CHICAGO — Severe thunderstorms — and tornados — that hit Illinois the day before opening weren’t enough to affect attendance at Fabtech, as the show set records.
According to organizers, the Nov. 18-21, 2013, metal forming and fabrication event at McCormick Place convention center drew 40,667 people and 1,573 exhibitors. They filled up 650,000 square feet of trade show exhibit space.
It was great news to John Catalano, one of the show’s managers.
“While breaking our own records is impressive, most important were the reports we received from attendees and exhibitors,” said John Catalano, Fabtech show co-manager. “Attendees were impressed with the record size and scope of the show and the number of new products and innovative technologies on display. Exhibitors were enthusiastic and report that sales activity was brisk and leads were plentiful.”
Although it didn’t affect the number of people who turned out for the show, Fabtech officials decided to raise money for the storm’s victims. The five Fabtech sponsors — SME, the American Welding Society, Fabricators and Manufacturers Association International, Precision Metalforming Association and the Chemical Coaters Association International — along with attendees and exhibitors, raised more than $15,000, which was given to the American Red Cross to be distributed to the communities and residents affected by the storms.
“We send our condolences to the residents of Illinois, our host state for Fabtech 2013, and we know that many are struggling to recover from the physical and economic damage caused by these storms that hit on a setup day for the show,” Catalano said. “Some of our exhibitors and attendees were directly impacted by this tragedy, and we wanted to show our support. We are continuing to collect donations at www.crowdrise.com/fabtechexpo cares and encourage the manufacturing community to contribute.”
As in prior years, show officials booked a number of educational seminars to fill time away from the show floor. One of the better-attended ones was a Nov. 18 session focusing on sustainable manufacturing in the 21st century. Presenters William Stough of the Sustainable Research Group and Charles Gerhardt of UL Labs — formerly Underwriters Laboratories — gave a presentation on how to respond to customer surveys on “green” issues.
Customers really do care about sustainability issues, the men said. Green technology is driving the U.S. economy. It’s no longer a fad. The marketplace is full of green certification programs such as Leadership in Energy and Environmental Design administered by the U.S. Green Building Council.
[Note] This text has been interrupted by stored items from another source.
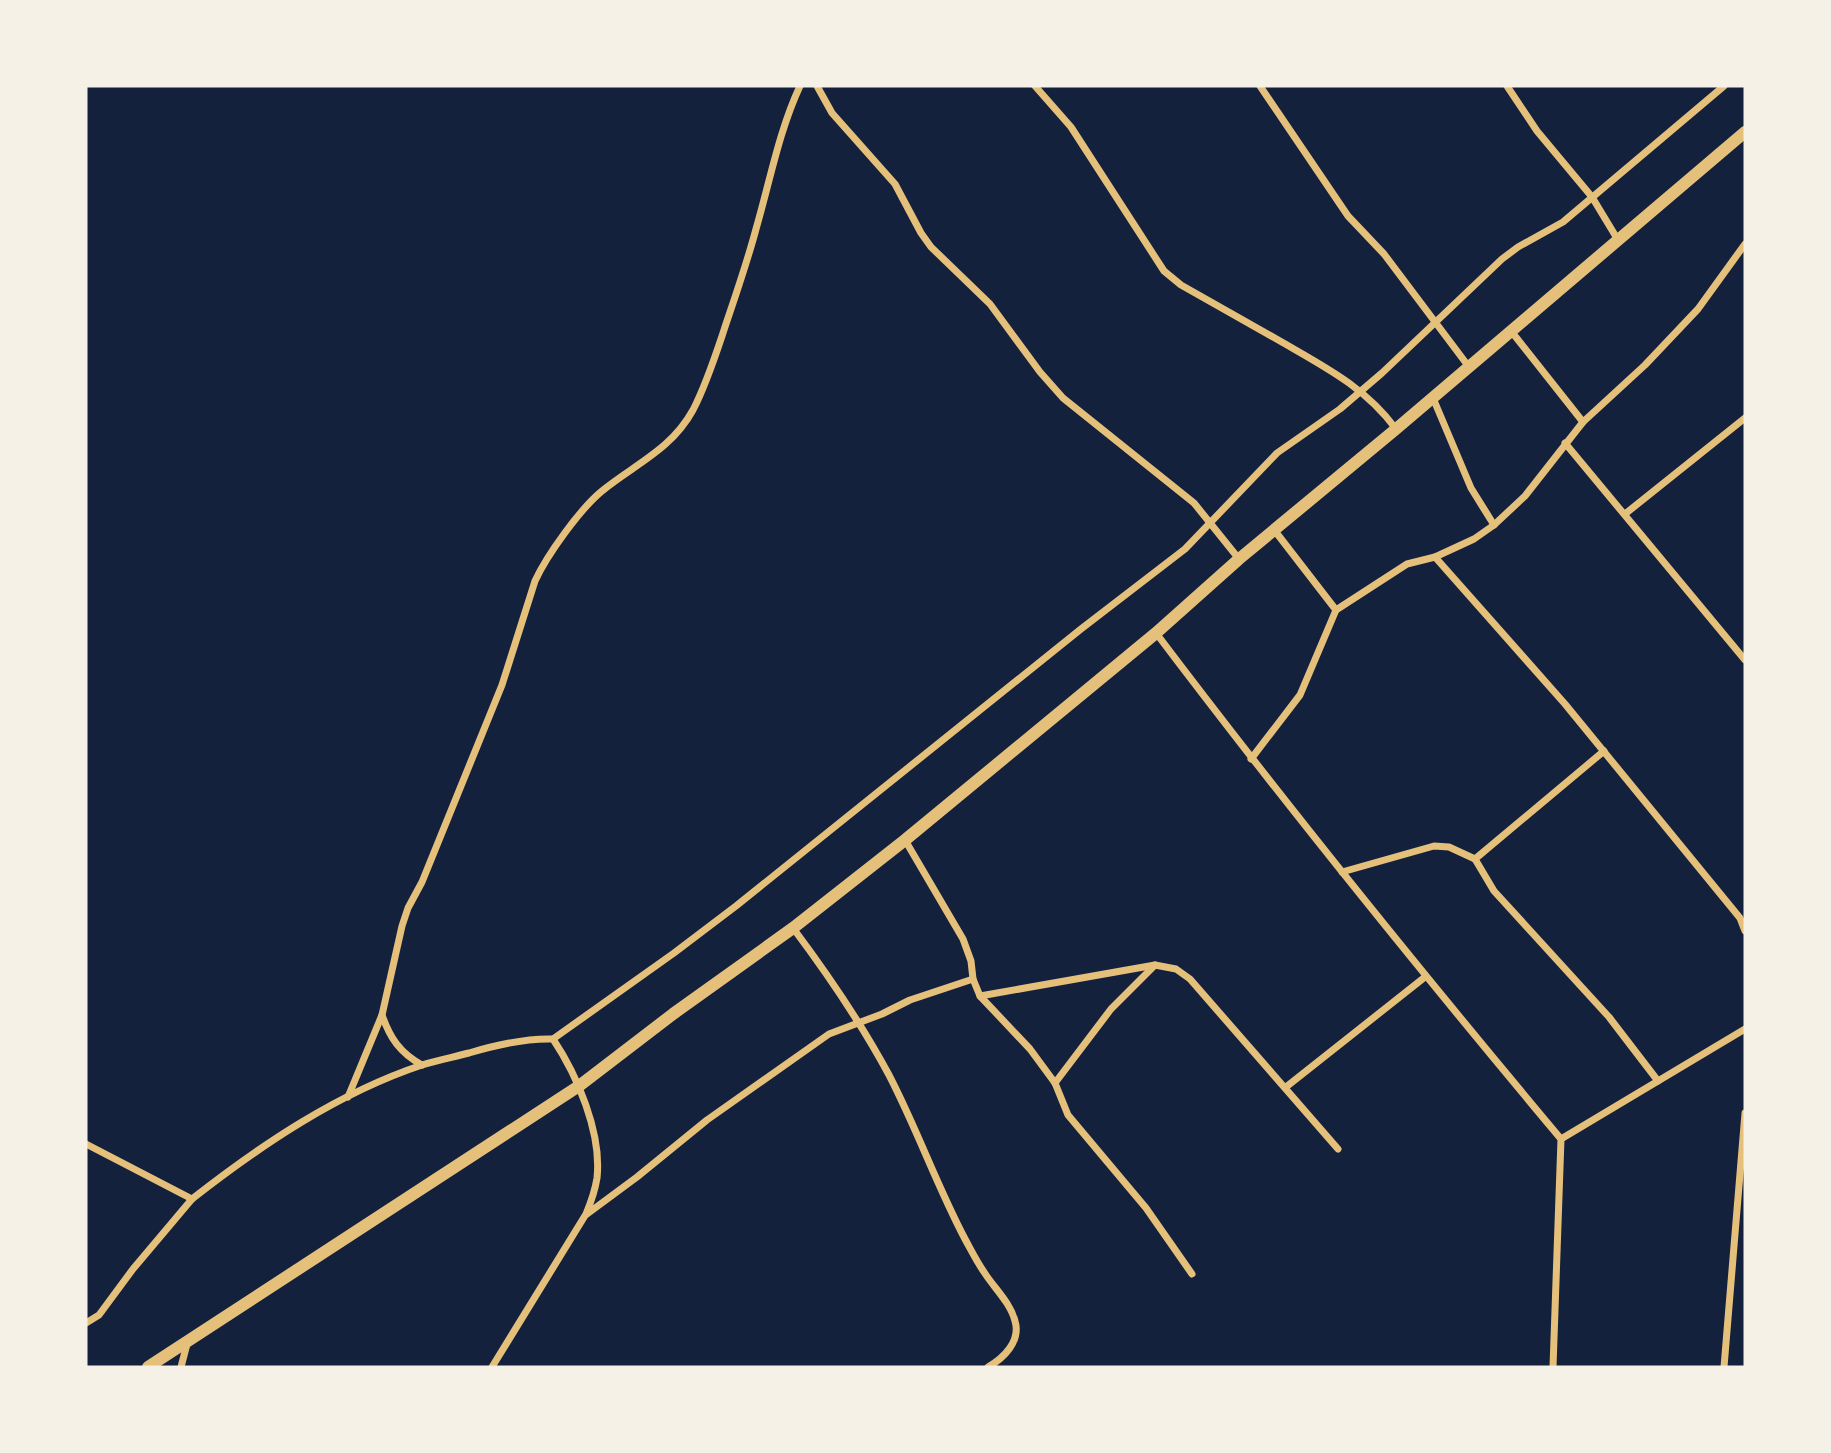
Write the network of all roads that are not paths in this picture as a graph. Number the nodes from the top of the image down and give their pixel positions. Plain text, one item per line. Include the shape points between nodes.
1 (800, 86) edge
2 (817, 86) edge
3 (1035, 86) edge
4 (1260, 86) edge
5 (1507, 86) edge
6 (1724, 86) edge
7 (1745, 132) edge
8 (1592, 197) junction
9 (1618, 240) junction
10 (1745, 244) edge
11 (1436, 323) junction
12 (1511, 331) junction
13 (1469, 367) junction
14 (1362, 391) junction
15 (1433, 398) junction
16 (1745, 418) edge
17 (1583, 422) junction
18 (1396, 429) junction
19 (1565, 443) junction
20 (1625, 514) junction
21 (1210, 523) junction
22 (1494, 525) junction
23 (1275, 531) junction
24 (1435, 557) junction
25 (1239, 559) junction
26 (1336, 610) junction
27 (1156, 633) junction
28 (1745, 660) edge
29 (1604, 751) junction
30 (1251, 759) junction
31 (905, 840) junction
32 (1475, 859) junction
33 (1342, 872) junction
34 (793, 928) junction
35 (1745, 931) edge
36 (1155, 965) junction
37 (1425, 978) junction
38 (973, 979) junction
39 (981, 996) junction
40 (382, 1015) junction
41 (859, 1021) junction
42 (1745, 1030) edge
43 (553, 1039) junction
44 (422, 1065) junction
45 (1658, 1081) junction
46 (1055, 1083) junction
47 (579, 1086) junction
48 (1286, 1087) junction
49 (348, 1097) junction
50 (1745, 1113) edge
51 (1560, 1139) junction
52 (86, 1144) edge
53 (1338, 1149) dead end
54 (192, 1199) junction
55 (586, 1214) junction
56 (1192, 1275) dead end
57 (86, 1323) edge
58 (188, 1340) junction
59 (148, 1367) edge
60 (181, 1367) edge
61 (492, 1367) edge
62 (988, 1367) edge
63 (1553, 1367) edge
64 (1724, 1367) edge

1 - 40 street via 728,319 692,410 674,436 649,459 599,493 535,580 502,685 408,908
2 - 21 street via 832,113 895,184 931,247 990,304 1063,398 1172,484
3 - 14 street via 1071,127 1164,271
4 - 11 street via 1348,216 1384,254
5 - 8 street via 1537,131
6 - 8 street
7 - 9 highway
8 - 9 street
8 - 11 street via 1563,222 1502,259
9 - 12 highway
10 - 17 street via 1698,309
11 - 13 street
11 - 14 street
12 - 13 highway
12 - 17 street
13 - 15 highway
14 - 18 street
14 - 21 street via 1277,453
15 - 18 highway
15 - 22 street via 1471,488
16 - 20 street
17 - 19 street
18 - 23 highway
19 - 20 street
19 - 22 street via 1525,496
20 - 28 street
21 - 25 street
21 - 43 street via 1185,549 736,906
22 - 24 street
23 - 25 highway
23 - 26 street
24 - 26 street via 1407,564
24 - 29 street
25 - 27 highway
26 - 30 street via 1300,695
27 - 30 street
27 - 31 highway
29 - 32 street
29 - 35 street via 1740,918
30 - 33 street
31 - 34 highway
31 - 38 street via 963,939
32 - 33 street via 1449,847 1434,846
32 - 45 street via 1494,891 1609,1017
33 - 37 street
34 - 41 street
34 - 47 highway
36 - 39 street
36 - 46 street via 1111,1009
36 - 48 street via 1176,969 1190,979
37 - 48 street
37 - 51 street
38 - 39 street
38 - 41 street
39 - 46 street
40 - 44 street via 397,1046
40 - 49 street
41 - 55 street via 829,1034 737,1098
41 - 62 street via 965,1239 1016,1322 1015,1340 1002,1359
42 - 45 street
43 - 44 street via 486,1048
43 - 47 street
44 - 49 street
45 - 51 street
46 - 56 street via 1068,1115 1146,1208
47 - 55 street via 592,1129 597,1175
47 - 58 highway
48 - 53 street
49 - 54 street via 246,1158
50 - 64 street
51 - 63 street
52 - 54 street
54 - 57 street via 99,1315
55 - 61 street
58 - 59 highway
58 - 60 street

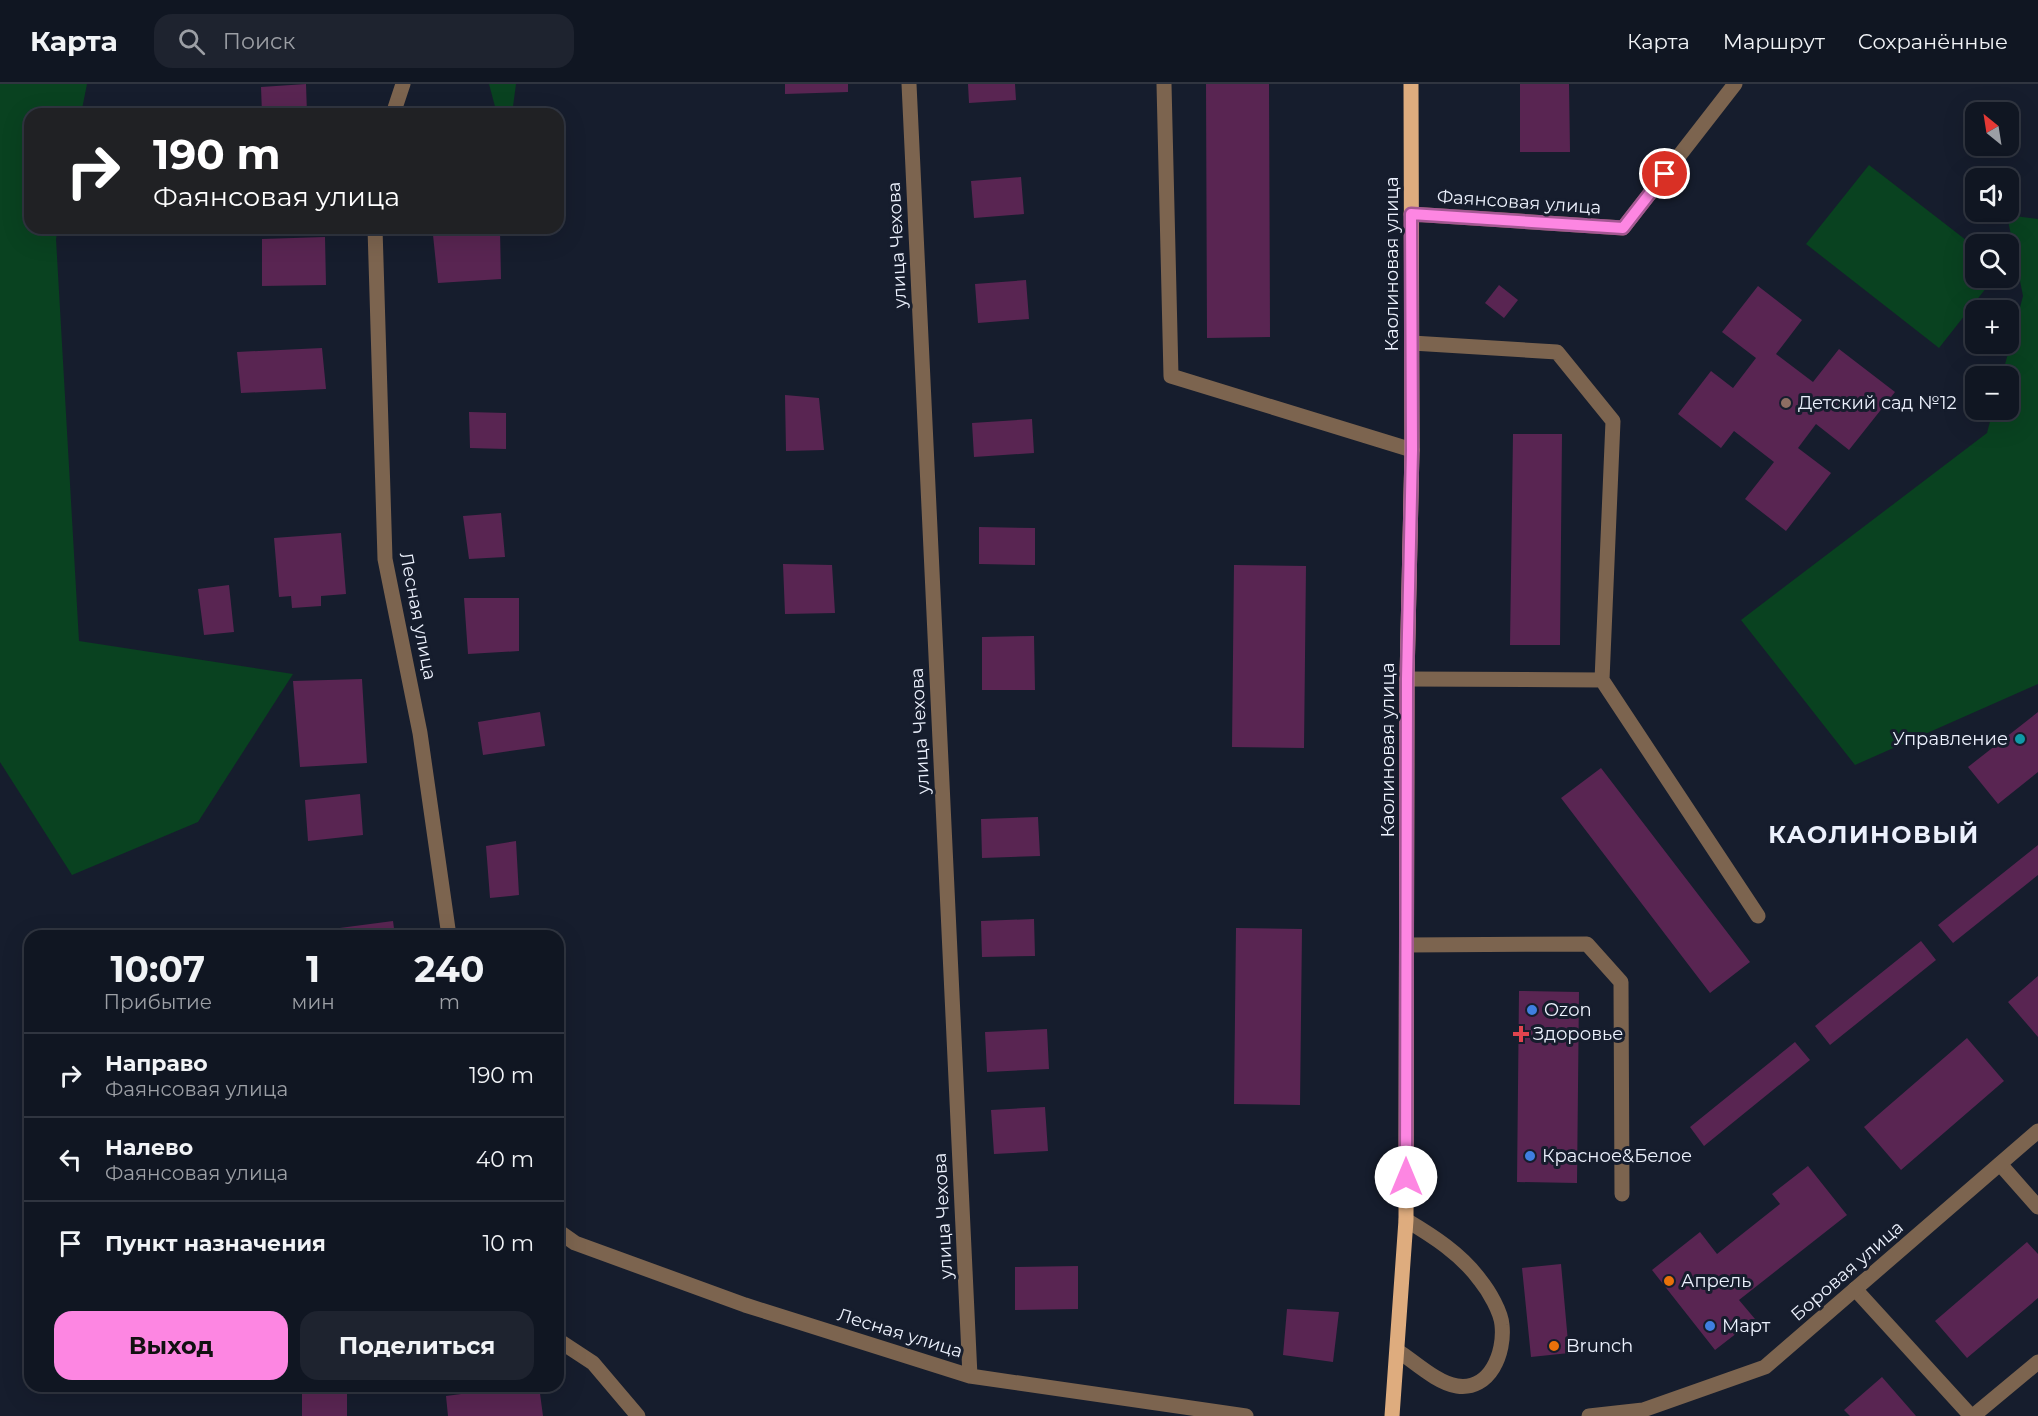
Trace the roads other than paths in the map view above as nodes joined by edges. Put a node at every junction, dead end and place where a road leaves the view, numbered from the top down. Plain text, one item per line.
1 (403, 84) edge
2 (909, 84) edge
3 (1164, 84) edge
4 (1411, 84) edge
5 (1735, 84) edge
6 (395, 108) edge
7 (1411, 214) junction
8 (375, 234) edge
9 (1412, 343) junction
10 (1412, 450) junction
11 (1407, 679) junction
12 (1602, 680) junction
13 (1758, 916) dead end
14 (448, 930) edge
15 (1407, 945) junction
16 (2038, 1131) edge
17 (2000, 1164) junction
18 (1622, 1194) dead end
19 (2038, 1207) edge
20 (1406, 1220) junction
21 (564, 1235) edge
22 (1855, 1289) junction
23 (564, 1344) edge
24 (1398, 1351) junction
25 (2038, 1362) edge
26 (970, 1376) junction
27 (638, 1416) edge
28 (1246, 1416) edge
29 (1392, 1416) edge
30 (1589, 1416) edge
31 (1972, 1416) edge

1 - 6 street
2 - 26 street, улица Чехова
3 - 10 street
4 - 7 main road, Каолиновая улица
5 - 7 street, Фаянсовая улица
7 - 9 main road, Каолиновая улица
8 - 14 street, Лесная улица
9 - 10 main road, Каолиновая улица
9 - 12 street
10 - 11 main road, Каолиновая улица
11 - 12 street
11 - 15 main road, Каолиновая улица
12 - 13 street
15 - 18 street
15 - 20 main road, Каолиновая улица
16 - 17 street, Боровая улица
17 - 19 street
17 - 22 street, Боровая улица
20 - 24 main road, Каолиновая улица
20 - 24 street
21 - 26 street, Лесная улица
22 - 30 street, Боровая улица
22 - 31 street
23 - 27 street
24 - 29 main road, Каолиновая улица
25 - 31 street
26 - 28 street, Лесная улица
The government’s General Services Administration now mandates LEED certification in its projects, Stough pointed out. The Obama administration is attempting to have 95 percent of its purchases be considered “sustainable.”
That represents an opportunity, Stough said.
“If you’re selling at all to the federal government and more and more to the state or local governments … it’s really driving the marketplace much faster than many people thought it would,” he said.
Many retailers are also looking to increase their green offerings and habits, Stough added. Wal-Mart Stores Inc. has been aggressive in its sustainability efforts, which is forcing many of the discount retailer’s suppliers to change their operations.
“You have to remember, they’re selling a lot of products to governments, too,” he said.
UL Labs’ Gerhardt agreed. He urged attendees to have their companies undertake a full evaluation of its sustainability practices.
“You need to look in every nook and cranny and see where you are sourcing your products from,” Gerhardt said. “Everybody is looking for green products. Get your act together.”
This year’s Fabtech is scheduled for Nov. 11-13 in Atlanta.